Guttman v. SchillerAnnotate this Case
23 Ill. 2d 323 (1961)
178 N.E.2d 387
MORRIS REESE GUTTMAN, Admr., et al., Appellees, v. JAY A. SCHILLER et al. (JOSEPH REESE GUTTMAN, Appellant.)
Supreme Court of Illinois.
Opinion filed November 30, 1961.
*324 ALFRED M. LOESER, of Chicago, for appellant.
EUGENE LIEBERMAN, of Chicago, for appellees.
Mr. CHIEF JUSTICE BRISTOW delivered the opinion of the court:[*]
Appellant, Joseph Reese Guttman, as successor-trustee and beneficiary of a testamentary trust over which the circuit court of Cook County took jurisdiction in October, 1930, filed a petition in the cause early in 1957 praying that appellees, his brother and sister, be ordered to return certain securities, money, jewelry and other personal property alleged to be either trust property or assets traceable to the trust, and that the court order the distribution of such assets between himself and his brother in accordance with the trust provisions. After prolonged hearings before *325 a master, a decree was entered finding the issues for the appellees and dismissing appellant's petition. He has prosecuted a direct appeal on the theory that a freehold is involved.
We have no jurisdiction upon direct appeal unless a freehold is actually involved, and thus our first concern is with the question of jurisdiction, a matter it is our duty to consider even though it is not raised or contested by the parties.
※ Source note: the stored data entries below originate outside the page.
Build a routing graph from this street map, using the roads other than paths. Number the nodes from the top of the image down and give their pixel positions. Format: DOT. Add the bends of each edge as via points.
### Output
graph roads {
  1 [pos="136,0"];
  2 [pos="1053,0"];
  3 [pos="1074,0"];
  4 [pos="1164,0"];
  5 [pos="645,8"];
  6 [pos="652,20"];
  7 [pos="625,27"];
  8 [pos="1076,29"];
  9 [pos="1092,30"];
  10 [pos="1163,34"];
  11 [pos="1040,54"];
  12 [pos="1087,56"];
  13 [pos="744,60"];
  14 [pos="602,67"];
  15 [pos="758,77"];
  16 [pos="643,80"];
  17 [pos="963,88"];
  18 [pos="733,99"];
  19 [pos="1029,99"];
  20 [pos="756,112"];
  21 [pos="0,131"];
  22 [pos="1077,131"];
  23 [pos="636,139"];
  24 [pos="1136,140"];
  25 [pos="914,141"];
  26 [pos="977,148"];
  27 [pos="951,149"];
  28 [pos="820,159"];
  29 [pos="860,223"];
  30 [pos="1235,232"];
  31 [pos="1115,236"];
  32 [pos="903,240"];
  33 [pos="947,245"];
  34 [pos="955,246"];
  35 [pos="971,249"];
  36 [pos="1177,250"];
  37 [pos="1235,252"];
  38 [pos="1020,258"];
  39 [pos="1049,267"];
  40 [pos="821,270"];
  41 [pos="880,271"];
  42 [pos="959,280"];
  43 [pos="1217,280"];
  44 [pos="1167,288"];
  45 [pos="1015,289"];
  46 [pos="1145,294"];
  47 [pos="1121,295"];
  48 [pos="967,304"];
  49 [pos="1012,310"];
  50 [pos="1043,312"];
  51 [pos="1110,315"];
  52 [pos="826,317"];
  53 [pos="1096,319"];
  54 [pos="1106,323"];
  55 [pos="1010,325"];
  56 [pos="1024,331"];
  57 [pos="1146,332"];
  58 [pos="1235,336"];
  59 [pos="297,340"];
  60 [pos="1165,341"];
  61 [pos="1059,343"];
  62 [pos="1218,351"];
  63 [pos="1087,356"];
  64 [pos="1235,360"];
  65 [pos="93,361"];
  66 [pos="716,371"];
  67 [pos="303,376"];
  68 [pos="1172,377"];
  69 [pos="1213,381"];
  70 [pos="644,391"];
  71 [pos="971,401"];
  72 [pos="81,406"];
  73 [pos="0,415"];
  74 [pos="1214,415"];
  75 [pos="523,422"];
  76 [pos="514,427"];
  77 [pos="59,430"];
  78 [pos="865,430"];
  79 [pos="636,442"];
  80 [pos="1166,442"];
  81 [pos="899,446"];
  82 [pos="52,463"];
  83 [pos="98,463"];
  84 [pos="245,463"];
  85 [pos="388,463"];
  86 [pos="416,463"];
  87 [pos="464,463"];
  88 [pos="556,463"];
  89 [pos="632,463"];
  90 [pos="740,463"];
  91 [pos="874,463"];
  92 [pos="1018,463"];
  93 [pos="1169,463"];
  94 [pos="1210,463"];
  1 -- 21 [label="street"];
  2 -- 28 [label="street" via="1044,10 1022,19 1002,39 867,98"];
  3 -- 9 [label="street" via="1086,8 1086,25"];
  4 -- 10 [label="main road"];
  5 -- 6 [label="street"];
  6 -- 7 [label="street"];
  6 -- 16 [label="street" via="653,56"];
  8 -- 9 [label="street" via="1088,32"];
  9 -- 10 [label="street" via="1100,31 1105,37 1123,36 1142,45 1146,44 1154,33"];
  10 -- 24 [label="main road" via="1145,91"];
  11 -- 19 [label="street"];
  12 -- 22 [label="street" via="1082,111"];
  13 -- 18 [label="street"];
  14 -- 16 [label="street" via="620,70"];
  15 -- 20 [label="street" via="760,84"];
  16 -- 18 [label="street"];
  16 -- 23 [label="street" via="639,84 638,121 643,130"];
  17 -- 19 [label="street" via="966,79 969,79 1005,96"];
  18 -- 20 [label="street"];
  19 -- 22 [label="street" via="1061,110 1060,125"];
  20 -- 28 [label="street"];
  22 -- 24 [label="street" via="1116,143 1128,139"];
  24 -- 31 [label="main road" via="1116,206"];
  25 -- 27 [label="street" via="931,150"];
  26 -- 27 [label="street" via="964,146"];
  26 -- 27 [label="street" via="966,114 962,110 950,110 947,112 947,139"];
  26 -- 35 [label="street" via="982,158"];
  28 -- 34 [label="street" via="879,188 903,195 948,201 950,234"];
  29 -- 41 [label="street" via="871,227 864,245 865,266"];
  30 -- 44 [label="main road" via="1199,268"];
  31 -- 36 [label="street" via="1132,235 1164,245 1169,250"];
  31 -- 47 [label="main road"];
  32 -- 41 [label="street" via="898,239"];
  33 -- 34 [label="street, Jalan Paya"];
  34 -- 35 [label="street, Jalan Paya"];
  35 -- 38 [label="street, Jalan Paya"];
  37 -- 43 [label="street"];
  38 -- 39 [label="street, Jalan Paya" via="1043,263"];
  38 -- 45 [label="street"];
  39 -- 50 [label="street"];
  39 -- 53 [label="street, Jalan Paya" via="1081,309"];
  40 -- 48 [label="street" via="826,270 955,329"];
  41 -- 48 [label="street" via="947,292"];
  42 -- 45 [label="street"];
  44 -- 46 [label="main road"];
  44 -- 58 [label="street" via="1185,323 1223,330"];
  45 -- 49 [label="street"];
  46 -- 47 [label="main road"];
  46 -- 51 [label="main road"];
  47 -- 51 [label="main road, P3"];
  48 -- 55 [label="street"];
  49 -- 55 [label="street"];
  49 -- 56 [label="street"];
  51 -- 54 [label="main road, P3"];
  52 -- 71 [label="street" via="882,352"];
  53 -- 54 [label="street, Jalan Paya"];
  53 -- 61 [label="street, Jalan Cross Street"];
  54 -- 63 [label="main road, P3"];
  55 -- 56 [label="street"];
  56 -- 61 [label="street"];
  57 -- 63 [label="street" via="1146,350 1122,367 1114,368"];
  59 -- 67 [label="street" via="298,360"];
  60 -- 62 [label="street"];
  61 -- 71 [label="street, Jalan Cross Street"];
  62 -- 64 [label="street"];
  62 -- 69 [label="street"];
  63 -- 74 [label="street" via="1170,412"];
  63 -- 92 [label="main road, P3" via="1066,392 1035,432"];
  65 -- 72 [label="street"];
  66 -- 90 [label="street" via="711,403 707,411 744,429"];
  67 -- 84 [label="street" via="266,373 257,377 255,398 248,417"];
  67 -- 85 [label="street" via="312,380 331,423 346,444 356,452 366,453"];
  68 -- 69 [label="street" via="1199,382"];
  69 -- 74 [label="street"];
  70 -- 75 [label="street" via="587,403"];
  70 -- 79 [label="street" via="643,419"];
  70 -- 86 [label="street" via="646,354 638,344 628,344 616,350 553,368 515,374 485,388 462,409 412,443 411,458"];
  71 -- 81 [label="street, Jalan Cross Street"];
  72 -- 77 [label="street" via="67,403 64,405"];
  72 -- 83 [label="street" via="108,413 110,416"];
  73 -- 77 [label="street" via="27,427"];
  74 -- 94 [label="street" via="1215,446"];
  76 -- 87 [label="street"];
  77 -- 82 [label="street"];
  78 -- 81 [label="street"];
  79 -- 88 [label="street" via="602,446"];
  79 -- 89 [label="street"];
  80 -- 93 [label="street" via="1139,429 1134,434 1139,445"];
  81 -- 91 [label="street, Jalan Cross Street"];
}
People v. Hess, 7 Ill. 2d 192; Smith v. Condo, 19 Ill. 2d 228.
During the course of the hearings, appellant introduced in evidence two cemetery deeds. The first conveyed two burial lots to the "heirs of Bernhard Guttman," the latter being the settlor of the trust, while the second conveyed a burial lot to the wife of the settlor, now deceased, and her heirs. By the terms of the trust involved, appellant and his brother were to be the trust beneficiaries upon the death of their mother, while their sister was expressly disinherited. With no foundation in the pleadings or proof, appellant now states that the lots are either trust property or property purchased with trust funds, and to establish the involvement of a freehold he reasons that under the terms of the trust his sister "would stand to lose" any interest in the cemetery lots. No claim is made that such an issue was raised or determined in the court below, but only that the "references" in the record to the two deeds are sufficient to show that a freehold is involved.
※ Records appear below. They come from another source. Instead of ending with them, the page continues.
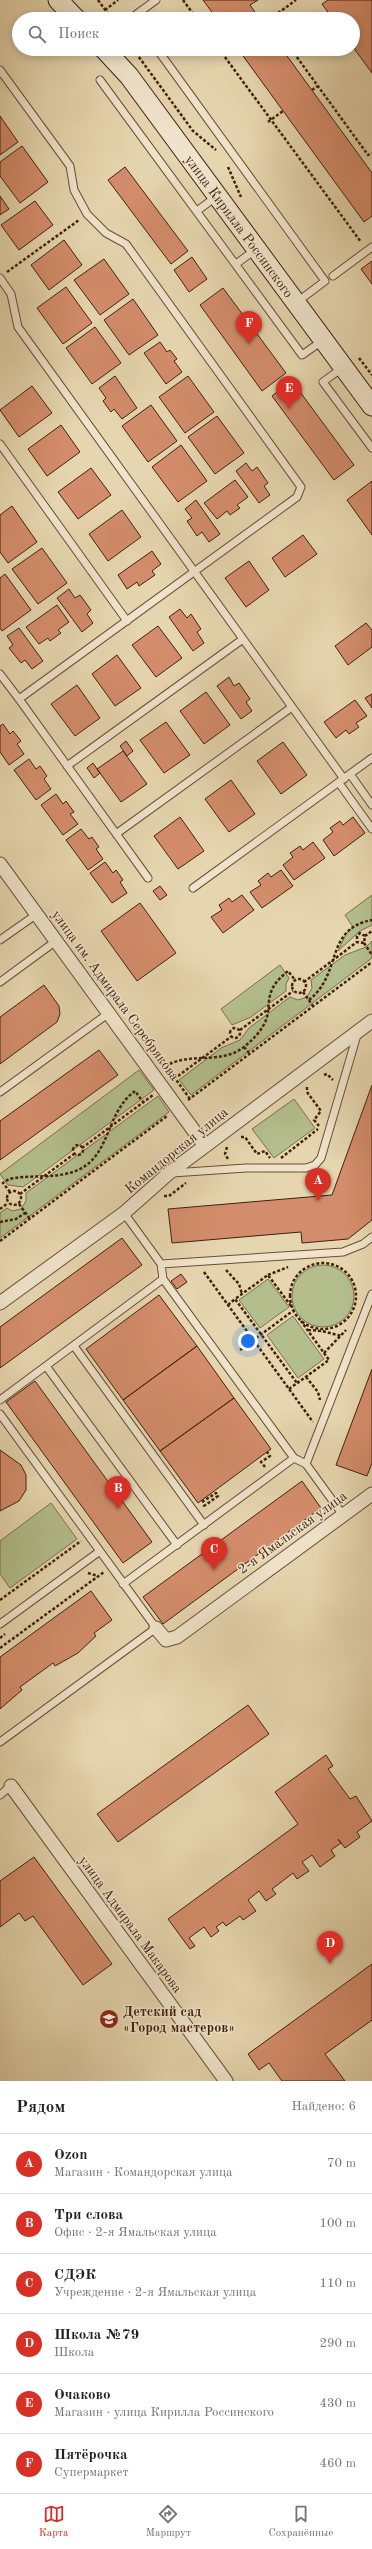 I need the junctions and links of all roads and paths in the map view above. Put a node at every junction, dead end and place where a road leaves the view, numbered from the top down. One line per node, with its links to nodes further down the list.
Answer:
1 (58, 0): 8 (main road)
2 (98, 0): 7 (path)
3 (118, 0): 7 (path)
4 (156, 0): 9 (lane)
5 (184, 0): 10 (path)
6 (296, 0): 11 (path)
7 (105, 10)
8 (69, 12)
9 (141, 12)
10 (192, 12)
11 (280, 12)
12 (110, 56): 26 (main road, улица Кирилла Россинского)
13 (138, 56): 23 (path)
14 (162, 56): 36 (lane)
15 (224, 56): 22 (path)
16 (296, 56): 19 (path)
17 (0, 70): 29 (lane)
18 (100, 80): 28 (lane)
19 (318, 86): 20 (path); 24 (path)
20 (312, 90)
21 (284, 111): 22 (path)
22 (270, 121): 30 (path)
23 (217, 151)
24 (372, 153)
25 (225, 162): 27 (path)
26 (217, 196): 28 (lane); 32 (main road, улица Кирилла Россинского)
27 (244, 201)
28 (197, 211): 33 (lane)
29 (87, 214): 35 (path); 42 (lane)
30 (367, 240)
31 (372, 248): 34 (lane)
32 (256, 250): 33 (lane); 36 (main road, улица Кирилла Россинского)
33 (236, 264): 37 (lane)
34 (333, 276)
35 (0, 277): 42 (lane)
36 (295, 304): 37 (main road, улица Кирилла Россинского)
37 (323, 340): 38 (main road, улица Кирилла Россинского)
38 (342, 368): 39 (main road, улица Кирилла Россинского); 41 (lane)
39 (372, 406)
40 (0, 444): 43 (lane)
41 (372, 448)
42 (195, 572): 43 (lane); 44 (lane)
43 (127, 620): 46 (lane)
44 (243, 639): 47 (lane); 49 (lane)
45 (0, 674): 46 (lane)
46 (19, 699): 49 (lane)
47 (292, 706): 50 (lane); 53 (lane)
48 (372, 758): 50 (lane)
49 (67, 766): 53 (lane)
50 (344, 778): 51 (lane); 52 (lane); 56 (lane)
51 (372, 805)
52 (372, 829)
53 (116, 834): 55 (lane)
54 (0, 864): 57 (street, улица им. Адмирала Серебрякова)
55 (148, 878)
56 (193, 888)
57 (36, 914): 61 (lane); 62 (street, улица им. Адмирала Серебрякова)
58 (372, 920): 66 (path)
59 (372, 931): 60 (path)
60 (365, 936): 63 (path); 64 (path)
61 (0, 940)
62 (56, 941): 68 (lane); 75 (street, улица им. Адмирала Серебрякова)
63 (357, 942): 64 (path); 66 (path)
64 (364, 943): 65 (path)
65 (372, 955)
66 (334, 960): 69 (path); 72 (path)
67 (295, 980): 69 (path); 70 (path); 74 (path)
68 (0, 982)
69 (304, 982): 71 (path)
70 (292, 991): 71 (path); 74 (path)
71 (304, 992): 72 (path)
72 (309, 1000): 73 (path)
73 (313, 1006)
74 (268, 1009): 77 (path); 79 (path)
75 (109, 1013): 84 (lane); 91 (street, улица им. Адмирала Серебрякова)
76 (372, 1021): 78 (street, Командорская улица)
77 (240, 1030): 77 (path)
78 (357, 1033): 91 (street, Командорская улица); 96 (lane)
79 (244, 1047): 80 (path); 85 (path)
80 (250, 1054)
81 (321, 1076): 83 (path)
82 (312, 1083): 88 (path)
83 (334, 1084)
84 (0, 1092)
85 (190, 1099)
86 (143, 1102): 97 (path)
87 (324, 1121): 88 (path)
88 (320, 1128): 93 (path)
89 (237, 1140): 95 (path)
90 (232, 1143): 94 (path)
91 (205, 1146): 96 (street, Командорская улица)
92 (74, 1154): 97 (path)
93 (283, 1161)
94 (230, 1162)
95 (266, 1162)
96 (169, 1173): 99 (street, Командорская улица)
97 (45, 1175): 100 (path); 101 (path)
98 (187, 1182): 99 (path)
99 (156, 1185): 106 (street, Командорская улица)
100 (10, 1192): 101 (path); 102 (path)
101 (20, 1194): 103 (path)
102 (8, 1203): 103 (path); 104 (path)
103 (19, 1204): 105 (path)
104 (0, 1209)
105 (25, 1213): 107 (path); 108 (path)
106 (124, 1213): 111 (lane); 117 (street, Командорская улица)
107 (30, 1219)
108 (0, 1222)
109 (372, 1237): 110 (lane)
110 (196, 1262): 111 (lane); 118 (path)
111 (161, 1264): 113 (lane)
112 (221, 1267): 114 (path)
113 (163, 1279): 126 (lane); 137 (lane)
114 (242, 1294): 116 (path); 119 (path)
115 (372, 1294): 125 (lane)
116 (235, 1299): 118 (path); 123 (path)
117 (0, 1303)
118 (227, 1305): 124 (path)
119 (293, 1309): 120 (path); 122 (path); 123 (path)
120 (297, 1315): 121 (path); 122 (path)
121 (308, 1330): 122 (path); 129 (path)
122 (322, 1330): 125 (path)
123 (261, 1334): 124 (path); 130 (path)
124 (253, 1340): 127 (path); 131 (path)
125 (353, 1340): 135 (lane)
126 (74, 1346): 128 (lane); 144 (lane)
127 (240, 1350)
128 (46, 1366): 132 (lane); 146 (lane)
129 (306, 1377): 130 (path); 133 (path)
130 (297, 1383): 131 (path)
131 (289, 1389): 135 (path)
132 (0, 1400)
133 (322, 1404)
134 (0, 1414): 145 (lane)
135 (319, 1430): 139 (lane)
136 (268, 1452): 138 (path)
137 (294, 1458): 139 (lane); 144 (lane)
138 (261, 1462)
139 (306, 1464): 143 (lane)
140 (372, 1494): 143 (street, 2-я Ямальская улица)
141 (220, 1498): 142 (path)
142 (200, 1501)
143 (343, 1515): 152 (street, 2-я Ямальская улица)
144 (204, 1525): 146 (lane)
145 (88, 1536): 147 (lane); 150 (path)
146 (177, 1545): 149 (lane)
147 (100, 1551): 148 (lane); 151 (lane)
148 (111, 1567): 149 (lane); 153 (path)
149 (124, 1584): 152 (lane)
150 (0, 1600)
151 (0, 1624)
152 (156, 1628): 154 (lane)
153 (0, 1648)
154 (0, 1742)
155 (11, 1786): 156 (lane); 157 (street, улица Адмирала Макарова)
156 (0, 1795)
157 (226, 2081)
For this court to entertain jurisdiction of a direct appeal it is well settled, first, that the freehold must be involved not only in the original proceedings but also in the question to be determined on review, (Smith v. Condo, 19 Ill. 2d 228; Liberty National Bank v. McCreary, 8 Ill. 2d 250; McCarthy v. McCarthy, 6 Ill. 2d 52,) and, second, that the freehold must be directly, and not collaterally, contingently or incidentally involved. Tree v. DeMar, 2 Ill. 2d 547; Johnson v. Sarver, 413 Ill. 626; Murray v. Sheridan, 411 Ill. 65.
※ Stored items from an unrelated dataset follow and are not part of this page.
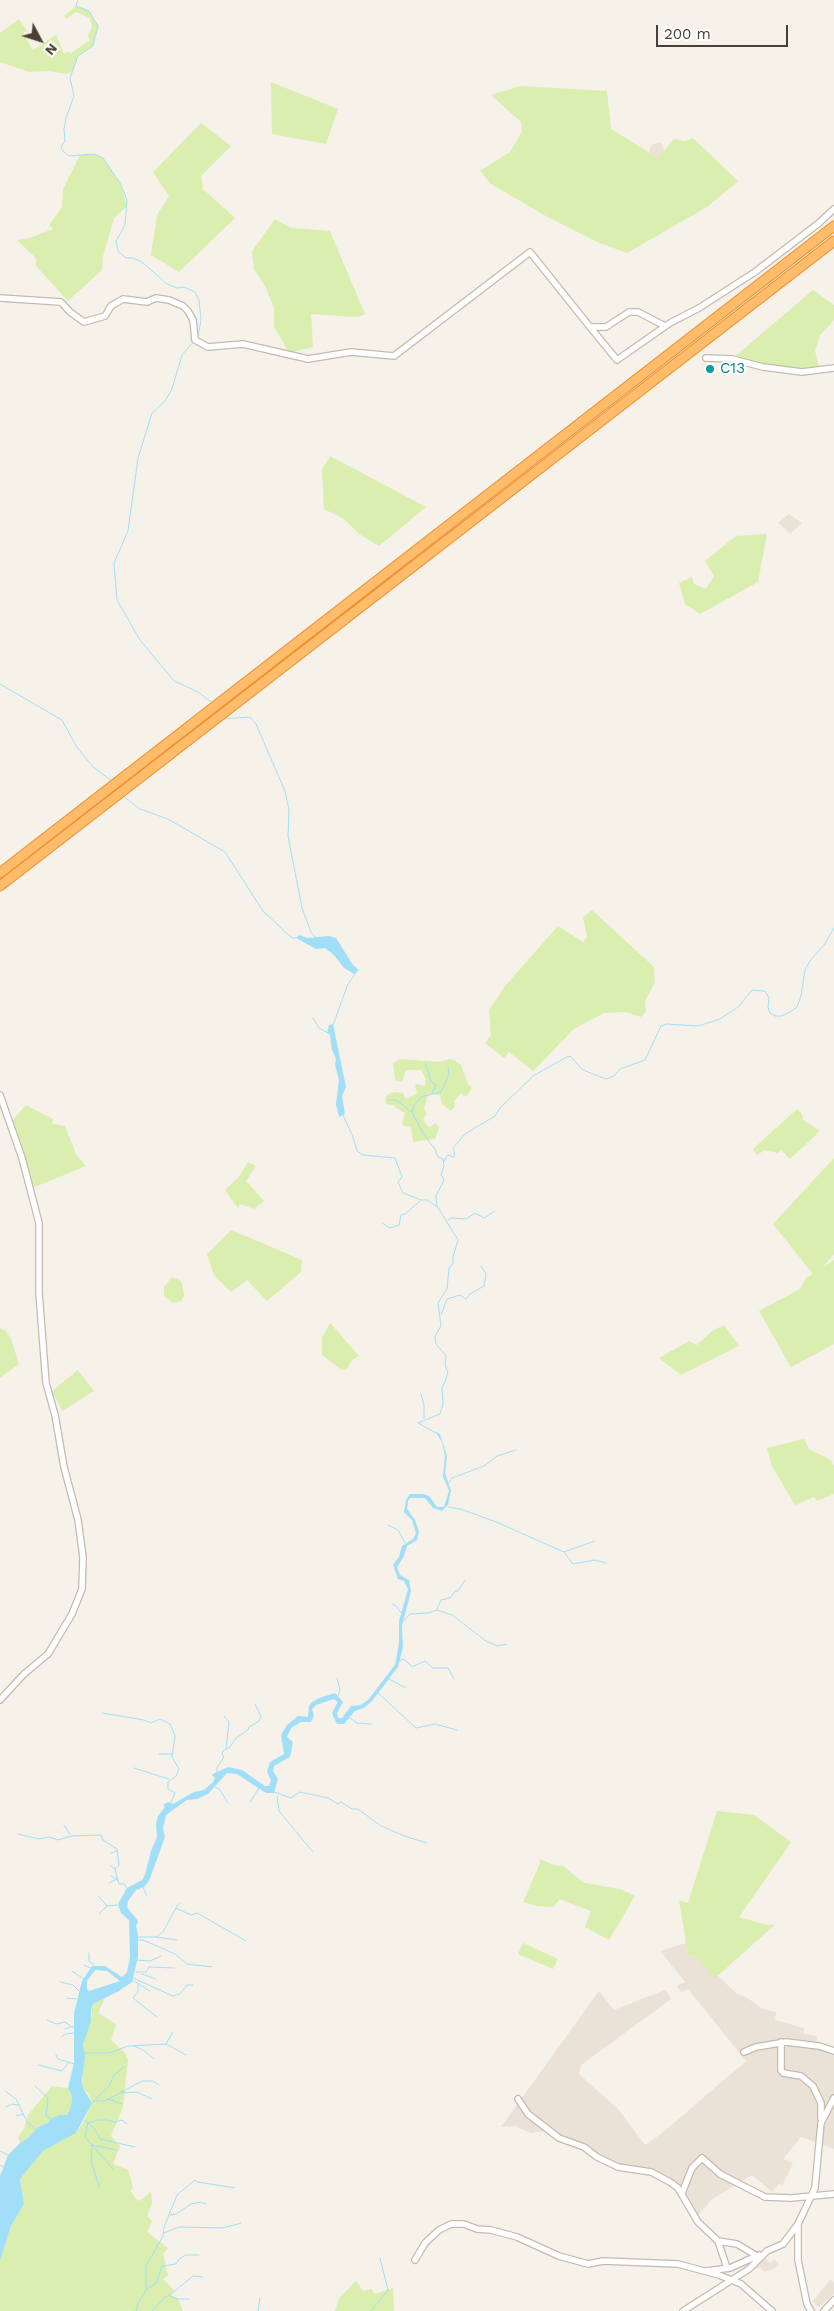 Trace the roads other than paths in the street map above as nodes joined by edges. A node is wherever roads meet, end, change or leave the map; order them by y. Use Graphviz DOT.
graph roads {
  1 [pos="834,209"];
  2 [pos="834,226"];
  3 [pos="834,240"];
  4 [pos="0,298"];
  5 [pos="665,326"];
  6 [pos="590,327"];
  7 [pos="706,358"];
  8 [pos="834,368"];
  9 [pos="0,873"];
  10 [pos="0,886"];
  11 [pos="0,1095"];
  12 [pos="0,1700"];
  13 [pos="781,2042"];
  14 [pos="834,2051"];
  15 [pos="744,2052"];
  16 [pos="834,2098"];
  17 [pos="518,2100"];
  18 [pos="821,2123"];
  19 [pos="682,2193"];
  20 [pos="834,2194"];
  21 [pos="813,2196"];
  22 [pos="798,2224"];
  23 [pos="718,2241"];
  24 [pos="767,2251"];
  25 [pos="757,2256"];
  26 [pos="415,2260"];
  27 [pos="727,2268"];
  28 [pos="701,2271"];
  29 [pos="734,2281"];
  30 [pos="834,2300"];
  31 [pos="683,2311"];
  32 [pos="772,2311"];
  33 [pos="811,2311"];
  34 [pos="824,2311"];
  1 -- 5 [label="street"];
  2 -- 9 [label="highway"];
  3 -- 10 [label="highway"];
  4 -- 6 [label="street"];
  5 -- 6 [label="street"];
  5 -- 6 [label="street"];
  7 -- 8 [label="street"];
  11 -- 12 [label="street"];
  13 -- 14 [label="street"];
  13 -- 15 [label="street"];
  13 -- 18 [label="street"];
  16 -- 18 [label="street"];
  17 -- 19 [label="street"];
  18 -- 21 [label="street"];
  19 -- 21 [label="street"];
  19 -- 23 [label="street"];
  20 -- 21 [label="street"];
  21 -- 22 [label="street"];
  22 -- 24 [label="street"];
  22 -- 33 [label="street"];
  23 -- 25 [label="street"];
  23 -- 27 [label="street"];
  24 -- 25 [label="street"];
  24 -- 29 [label="street"];
  25 -- 27 [label="street"];
  26 -- 28 [label="street"];
  27 -- 28 [label="street"];
  28 -- 29 [label="street"];
  29 -- 31 [label="street"];
  29 -- 32 [label="street"];
  30 -- 34 [label="street"];
}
*326 Assuming, but not deciding, that the estate created by a cemetery deed is a freehold, it is clear that no issue of freehold was directly involved or decided in the proceedings in the trial court. So far as the abstract presented here is concerned, the cemetery lots or their titles were not even mentioned or put in issue by the pleadings; no relief was prayed with respect thereto; and neither did the decree from which the appeal is taken adjudicate the title in any manner. Rather, the only issues decided below and presented for review are whether the securities, monies and personal property allegedly in the hands of the appellees are in fact trust property or assets impressed with the trust, and complementary questions of whether appellant is estopped or barred from making his claim. Appellant's efforts to claim the involvement of a freehold on the basis of the cemetery lots appears at best to be an afterthought, or else the advancement of an issue that may arise when the trust is judicially terminated by the circuit court.
Since there is no freehold actually involved, the cause is transferred to the Appellate Court for the First District.
[*] This opinion was prepared by the late Mr. CHIEF JUSTICE BRISTOW and was adopted and filed as the opinion of the court.